Simplify JSON while deserializing into struct with StructTypes.jl

Hi everyone,

I have a relatively complex and nested JSON object (representing a patent application) which I would like to deserialize into a struct.
However, I would like to “de-nest” the structure somewhat and between the different options provided by the awesome StructTypes.jl, such as wrapper types or mapping field names, I am still unsure what a feasible solution looks like.

Here’s a simplified example of what the JSON look like:

    {
        "biblio": {
            "parties": {
                "applicants": [
                    {
                        "extracted_name": {
                            "value": "REAVELEY LAWRENCE D"
                        }
                    },
                    {
                        "extracted_name": {
                            "value": "BRYANT MARK"
                        }
                    }
                ],
                "inventors": [
                    {
                        "extracted_name": {
                            "value": "REAVELEY LAWRENCE D"
                        }
                    },
                    {
                        "extracted_name": {
                            "value": "BRYANT MARK"
                        }
                    }
                ]
            }
        }
    }

And this would be the corresponding target struct:

mutable struct Test
    applicants::Vector{String}
    inventors::Vector{String}
    Test() = new()
end

StructTypes.StructType(::Type{Test}) = StructTypes.Mutable()

Does anyone have an idea how to best approach this?

Firstly, it’s not clear to me why your struct is mutable and what the point of the internal constructor is. We can simplify to

struct Test
    applicants::Vector{String}
    inventors::Vector{String}
end

The naive approach would be an external constructor

get_names(dat) = map(x -> x["extracted_name"]["value"], dat)

Test(parties) = Test(get_names(parties["applicants"]), get_names(parties["inventors"]))

Thanks for the quick reply. As I understand it, the mutable struct and the inner constructor is StructTypes.jl’s way of rubustly dealing with e.g. missing fields in the JSON (see the docs).
I guess doing the parsing and dealing with exceptions manually would be a possibility, but I would rather use the StructTypes machinery as the actual json is much more complex and the manual route would probably be more error prone and less efficient.

I see. Sorry, I’m not experienced with StructTypes.jl. I wonder though if that doesnt cause a lot of problems because you’re splitting up parsing and validation…

I do not think it is possible now, at least there was no replies in this issue: https://github.com/JuliaData/StructTypes.jl/issues/10

On the other hand, I doubt that it would be easy to work with vector types anyway.

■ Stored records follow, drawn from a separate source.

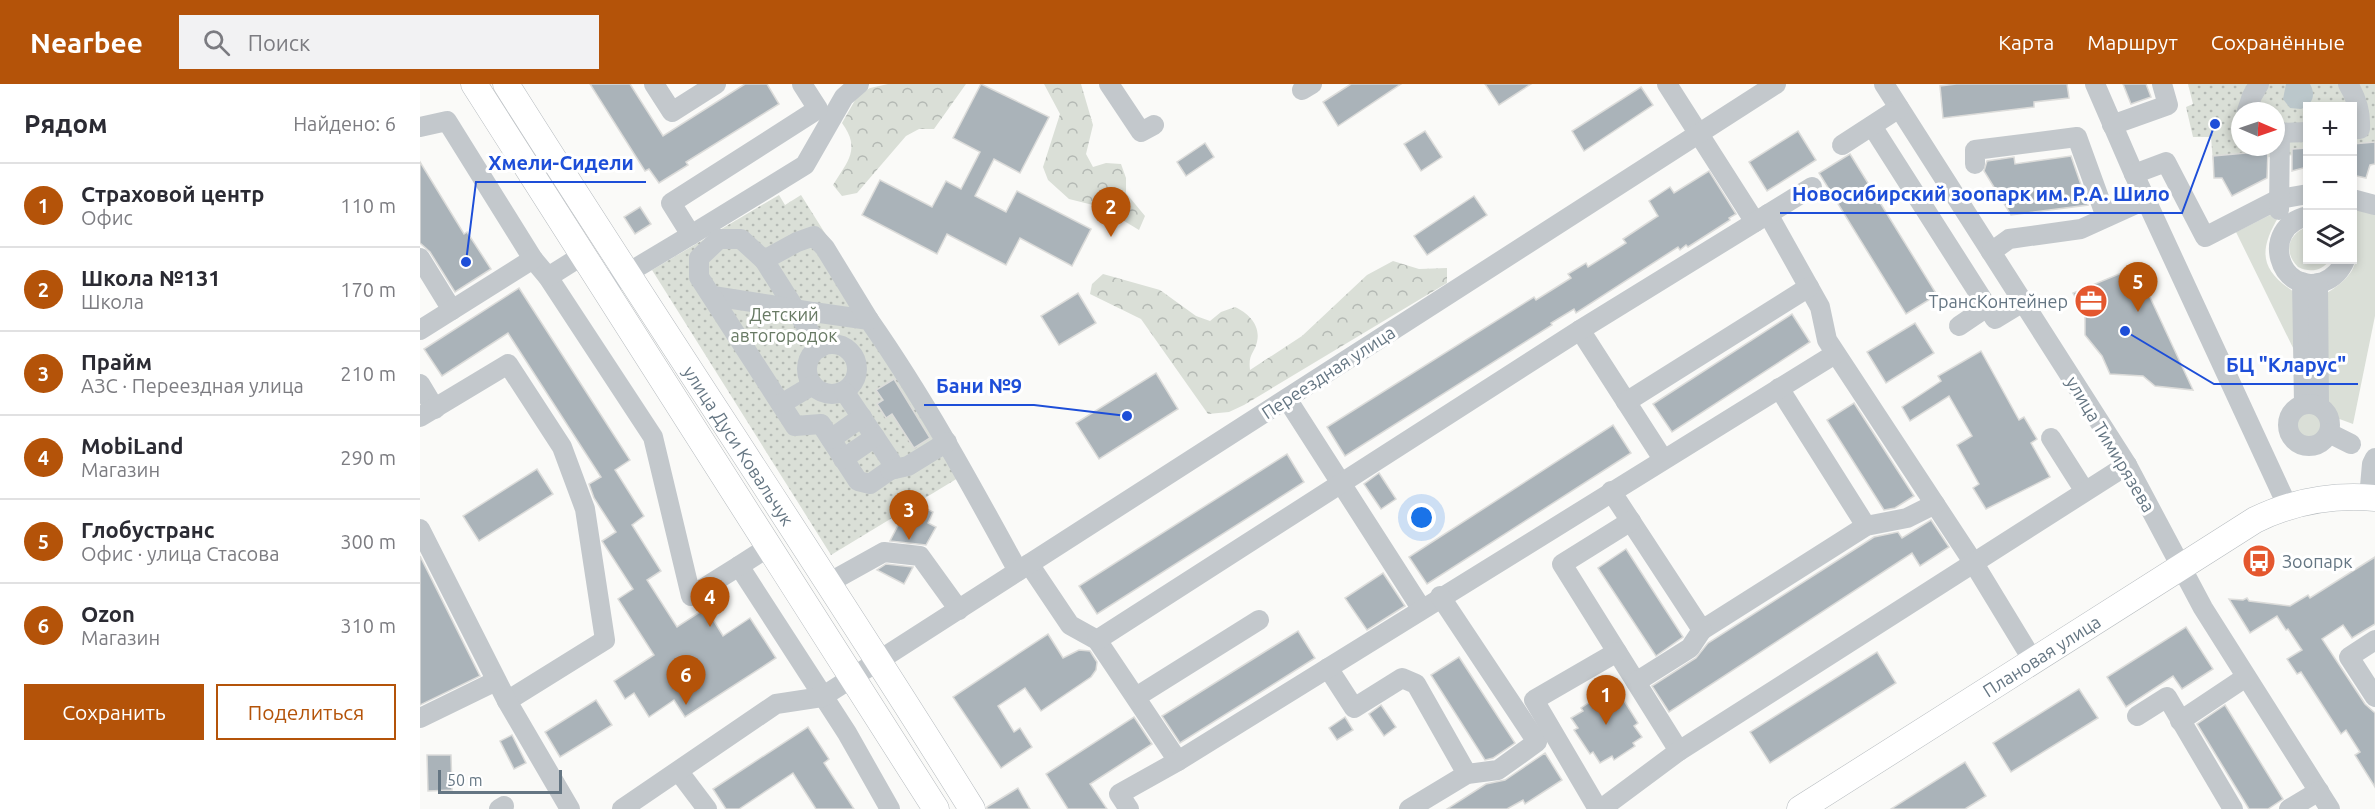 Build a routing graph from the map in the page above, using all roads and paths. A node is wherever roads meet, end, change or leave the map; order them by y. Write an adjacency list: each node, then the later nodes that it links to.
1 (474, 84): 42 (main road, улица Дуси Ковальчук)
2 (506, 84): 47 (main road, улица Дуси Ковальчук)
3 (654, 84): 4 (street)
4 (716, 84)
5 (802, 84): 40 (street)
6 (859, 84): 40 (street)
7 (1109, 84): 19 (street)
8 (1667, 84): 24 (street)
9 (1776, 84): 24 (street, Переездная улица)
10 (1884, 84): 18 (street, улица Тимирязева)
11 (2095, 84): 20 (street)
12 (2162, 84): 20 (street)
13 (2259, 84): 15 (street)
14 (2348, 84): 16 (street)
15 (2250, 102)
16 (2356, 102)
17 (2357, 106): 23 (street)
18 (1899, 108): 21 (street); 30 (street, улица Тимирязева)
19 (1154, 125)
20 (2112, 125): 29 (street)
21 (1872, 126): 27 (street); 54 (street)
22 (420, 127): 44 (street)
23 (2357, 129)
24 (1699, 133): 37 (street); 66 (street, Переездная улица)
25 (2303, 133): 26 (street)
26 (2285, 137)
27 (1842, 145)
28 (2279, 156): 36 (street)
29 (2134, 174): 33 (street); 36 (street)
30 (1946, 182): 38 (street); 41 (street, улица Тимирязева)
31 (1812, 187): 37 (street)
32 (2303, 196): 36 (street)
33 (2145, 200): 38 (street); 88 (street)
34 (2357, 200): 35 (street)
35 (2375, 205)
36 (2279, 207)
37 (1761, 218): 51 (street); 59 (street)
38 (2106, 218): 41 (street)
39 (2303, 218): 49 (street)
40 (692, 235): 47 (street)
41 (1991, 252): 53 (street, улица Тимирязева)
42 (583, 255): 48 (street); 50 (main road, улица Дуси Ковальчук)
43 (420, 258): 55 (street)
44 (533, 259): 48 (street); 55 (street)
45 (764, 260): 52 (street); 56 (street); 60 (street)
46 (2343, 264): 49 (street)
47 (626, 273): 50 (street); 97 (main road, улица Дуси Ковальчук)
48 (549, 277): 94 (street)
49 (2310, 283): 69 (street)
50 (604, 287): 92 (main road, улица Дуси Ковальчук)
51 (1809, 287): 61 (street); 67 (street)
52 (712, 296): 56 (street, bridge); 68 (street)
53 (2023, 302): 54 (street); 81 (street, улица Тимирязева)
54 (1987, 307): 57 (street)
55 (452, 310): 58 (street)
56 (869, 320): 76 (street)
57 (1959, 326)
58 (420, 330)
59 (1580, 330): 67 (street); 83 (street)
60 (820, 348): 63 (street); 65 (street)
61 (1835, 354): 64 (street); 87 (street)
62 (420, 384): 70 (street)
63 (813, 385): 65 (street); 68 (street)
64 (1779, 388): 80 (street); 90 (street)
65 (844, 391): 71 (street)
66 (1287, 399): 83 (street); 96 (street, Переездная улица)
67 (1626, 402): 80 (street)
68 (781, 404): 75 (street)
69 (2311, 405): 72 (street); 72 (street)
70 (428, 413): 116 (street)
71 (862, 417): 73 (street); 75 (street)
72 (2329, 434): 77 (street)
73 (875, 437): 79 (street); 82 (street)
74 (2051, 438): 84 (street)
75 (831, 439): 79 (street)
76 (947, 442): 82 (street); 96 (street)
77 (2351, 444)
78 (2375, 458): 86 (street)
79 (843, 459): 82 (street)
80 (1664, 459): 85 (street)
81 (2127, 465): 84 (street); 95 (street, улица Тимирязева)
82 (890, 470)
83 (1340, 483): 99 (street); 103 (street)
84 (2084, 490): 93 (street)
85 (1611, 491): 89 (street); 98 (street)
86 (2372, 498): 88 (main road, Плановая улица)
87 (1935, 504): 90 (street); 93 (street)
88 (2287, 505): 95 (main road, Плановая улица)
89 (1631, 521): 102 (street); 105 (street)
90 (1866, 526): 102 (street)
91 (420, 529): 111 (street)
92 (770, 546): 94 (street); 109 (main road, улица Дуси Ковальчук)
93 (1973, 562): 107 (street); 120 (street)
94 (739, 566): 113 (street)
95 (2179, 567): 107 (main road, Плановая улица); 110 (street, улица Тимирязева)
96 (1024, 568): 100 (street, Переездная улица); 103 (street)
97 (830, 582): 100 (street); 106 (main road, улица Дуси Ковальчук)
98 (1440, 596): 99 (street); 123 (street)
99 (1421, 608): 108 (street)
100 (959, 610): 106 (street, Переездная улица)
101 (1259, 620): 114 (street)
102 (1702, 630): 112 (street)
103 (1097, 640): 114 (street)
104 (2375, 640): 115 (street)
105 (1617, 652): 112 (street); 133 (street)
106 (879, 659): 109 (street, Переездная улица); 130 (main road, улица Дуси Ковальчук)
107 (2032, 659): 134 (main road, Плановая улица)
108 (1328, 668): 121 (street); 123 (street)
109 (853, 676): 113 (street, Переездная улица); 129 (main road, улица Дуси Ковальчук)
110 (2246, 677): 119 (street); 124 (street, улица Тимирязева)
111 (496, 681): 116 (street); 118 (street)
112 (1636, 681): 120 (street)
113 (822, 697): 122 (street); 128 (street)
114 (1136, 697): 121 (street)
115 (2375, 697)
116 (507, 701): 125 (street)
117 (2137, 716): 119 (street)
118 (420, 718)
119 (2180, 721): 135 (street)
120 (1679, 751): 133 (street)
121 (1178, 760): 131 (street)
122 (679, 772): 126 (street); 127 (street)
123 (1467, 774): 132 (street)
124 (2319, 791): 136 (street); 137 (street, улица Тимирязева)
125 (570, 809)
126 (622, 809)
127 (707, 809)
128 (890, 809)
129 (936, 809)
130 (972, 809)
131 (1129, 809)
132 (1408, 809)
133 (1599, 809)
134 (1800, 809)
135 (2233, 809)
136 (2289, 809)
137 (2330, 809) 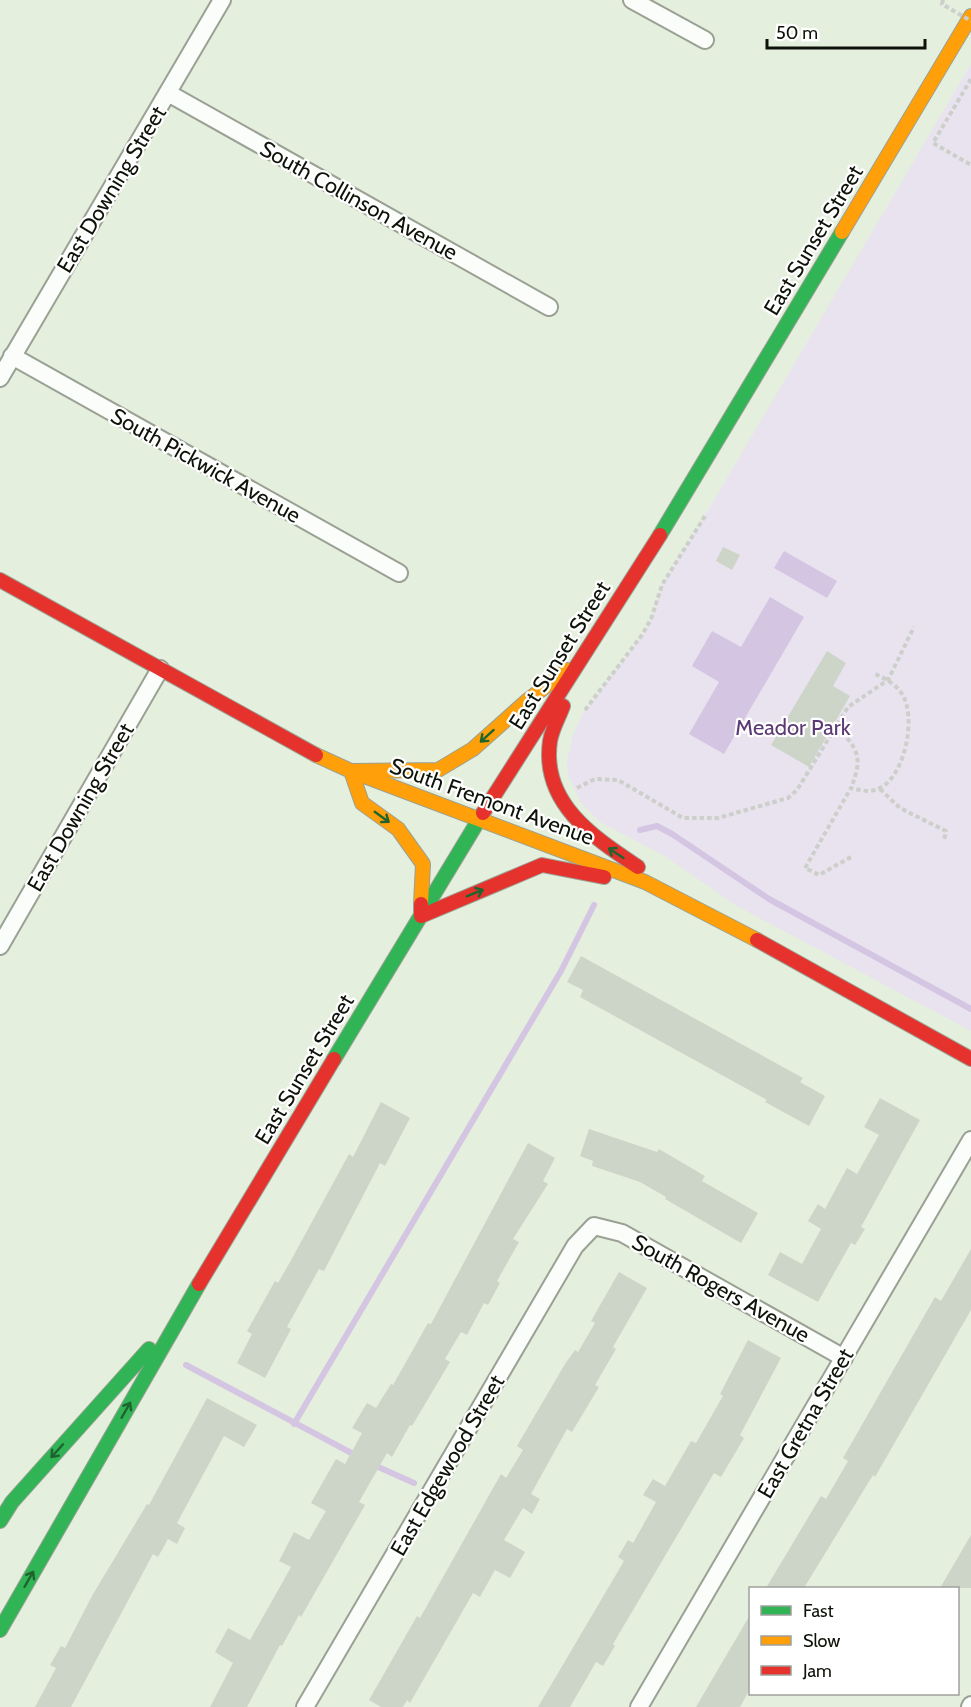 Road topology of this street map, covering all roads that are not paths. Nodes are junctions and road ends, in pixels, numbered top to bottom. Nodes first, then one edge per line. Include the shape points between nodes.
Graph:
1 (222, 0) edge
2 (632, 0) edge
3 (971, 16) edge
4 (705, 40) dead end
5 (168, 93) junction
6 (549, 307) dead end
7 (12, 357) junction
8 (0, 378) edge
9 (399, 573) dead end
10 (0, 580) edge
11 (581, 659) junction
12 (160, 669) junction
13 (351, 771) junction
14 (480, 818) junction
15 (661, 890) junction
16 (421, 916) junction
17 (3, 936) edge
18 (971, 1059) edge
19 (971, 1140) edge
20 (594, 1226) joint
21 (181, 1314) junction
22 (844, 1358) junction
23 (0, 1521) edge
24 (0, 1628) edge
25 (304, 1707) edge
26 (639, 1707) edge

1 - 5 street, East Downing Street
2 - 4 street
3 - 11 main road, East Sunset Street via 675,512
5 - 6 street, South Collinson Avenue
5 - 7 street, East Downing Street
7 - 8 street, East Downing Street
7 - 9 street, South Pickwick Avenue
10 - 12 main road, South Fremont Avenue
11 -> 13 main road via 473,749 438,770
11 - 14 main road, East Sunset Street
15 -> 11 main road via 644,870 589,835 568,811 550,777 550,741
12 - 13 main road, South Fremont Avenue
12 - 17 street, East Downing Street
13 - 14 main road, South Fremont Avenue
13 -> 16 main road via 362,803 398,829 423,864
14 - 15 main road, South Fremont Avenue
14 - 16 main road, East Sunset Street
16 -> 15 main road via 542,865
15 - 18 main road, South Fremont Avenue
16 - 21 main road, East Sunset Street
19 - 22 street, East Gretna Street
20 - 22 street, South Rogers Avenue via 622,1233
20 - 25 street, East Edgewood Street via 569,1257
21 -> 23 main road, East Sunset Street via 12,1502
24 -> 21 main road, East Sunset Street
22 - 26 street, East Gretna Street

So, probably the only way you have now is to define all intermediate structures and then flatten them by hand.

2 Likes

I see, thanks. Creating all the intermediate structs was my first approach and JSON3.@generatetypes actually turned that from a very tedious task into a breeze. But parsing directly into the final structure would have been more elegant.

1 Like

GitHub - JuliaData/Strapping.jl: Tools for mapping between Julia structs and 2D tabular data. might be useful; I’ve tried it a couple times and ran into some issues which I think have been fixed now.

Strapping.jl looks nice but in this case neither the input JSON nor the targeted output struct are really flat/tabular - it’s just that the JSON is more nested than necessary for the target struct so I would like to skip some of the nesting levels while keeping others.

Yeah, Strapping.jl works well when you need to completely unnest, but it’s certainly tricky when you only want to selectively unnest. I dealt with this once in a project, but not quite as complex as your case; in my case, I just did JSON3.read(json), which returns a JSON3.Object. In StructTypes, we have a StructTypes.constructfrom(T, x) method that allows constructing T from x, where x is some kind of AbstractDict (like JSON3.Object).

Then you just define your own constructing machinery that does something like:

function unnest(json)
    x = JSON3.read(json)
    # pull the pieces out of x that are needed
end
3 Likes

Thanks, I’ll give that a try.